## Work item
Report, in full, each line of the material below in which the string "main" occurs.

## Given information
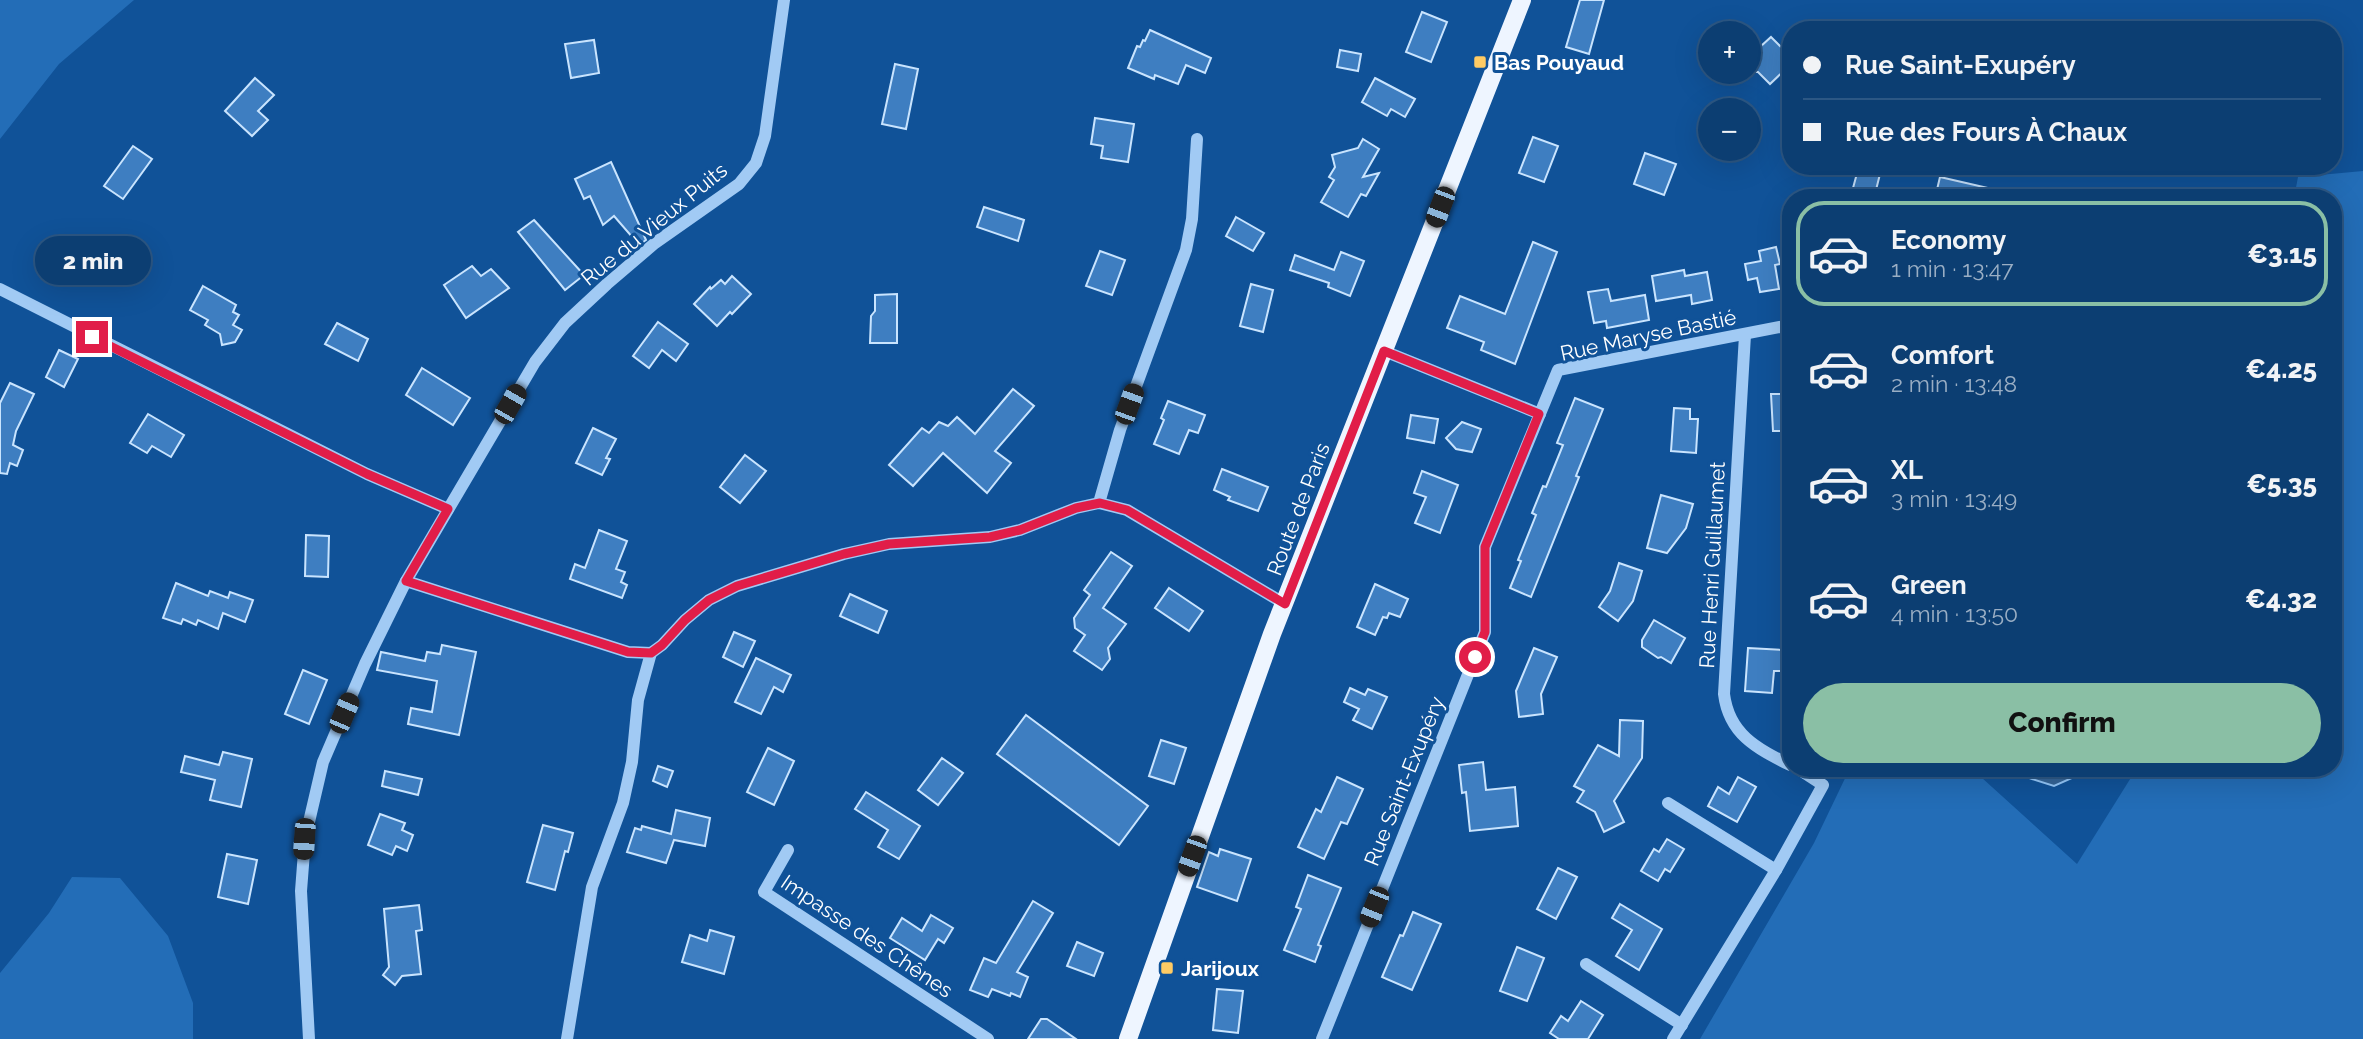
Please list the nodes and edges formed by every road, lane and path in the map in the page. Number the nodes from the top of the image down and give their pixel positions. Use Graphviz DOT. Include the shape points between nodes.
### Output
graph roads {
  1 [pos="784,0"];
  2 [pos="1522,0"];
  3 [pos="1197,139"];
  4 [pos="0,289"];
  5 [pos="1782,327"];
  6 [pos="1745,335"];
  7 [pos="1384,351"];
  8 [pos="1539,414"];
  9 [pos="1100,503"];
  10 [pos="448,509"];
  11 [pos="406,581"];
  12 [pos="1285,604"];
  13 [pos="651,653"];
  14 [pos="1782,760"];
  15 [pos="1811,777"];
  16 [pos="1668,803"];
  17 [pos="789,850"];
  18 [pos="1776,870"];
  19 [pos="1586,964"];
  20 [pos="1682,1025"];
  21 [pos="309,1039"];
  22 [pos="567,1039"];
  23 [pos="988,1039"];
  24 [pos="1128,1039"];
  25 [pos="1322,1039"];
  26 [pos="1674,1039"];
  1 -- 10 [label="street, Rue du Vieux Puits" via="765,136 756,163 739,184 655,243 565,323 535,362"];
  2 -- 7 [label="main road, Route de Paris"];
  3 -- 9 [label="street" via="1186,250 1120,430"];
  4 -- 10 [label="street" via="367,474"];
  5 -- 6 [label="street, Rue Maryse Bastié"];
  6 -- 8 [label="street, Rue Maryse Bastié" via="1558,369"];
  6 -- 14 [label="street, Rue Henri Guillaumet" via="1724,694 1726,712 1739,733"];
  7 -- 8 [label="street"];
  7 -- 12 [label="main road, Route de Paris"];
  8 -- 25 [label="street, Rue Saint-Exupéry" via="1485,547 1485,632"];
  9 -- 12 [label="street" via="1127,510"];
  9 -- 13 [label="street" via="990,537 889,544 737,586 709,600"];
  10 -- 11 [label="street, Rue du Vieux Puits"];
  11 -- 13 [label="street" via="628,652"];
  11 -- 21 [label="street, Rue du Vieux Puits" via="323,762 304,839 301,891"];
  12 -- 24 [label="main road, Route de Paris"];
  13 -- 22 [label="street" via="638,700 623,803 592,887"];
  15 -- 18 [label="street" via="1823,785"];
  16 -- 18 [label="street"];
  17 -- 23 [label="street, Impasse des Chênes" via="764,892"];
  18 -- 20 [label="street"];
  19 -- 20 [label="street"];
  20 -- 26 [label="street"];
}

## Solution to this problem
  2 -- 7 [label="main road, Route de Paris"];
  7 -- 12 [label="main road, Route de Paris"];
  12 -- 24 [label="main road, Route de Paris"];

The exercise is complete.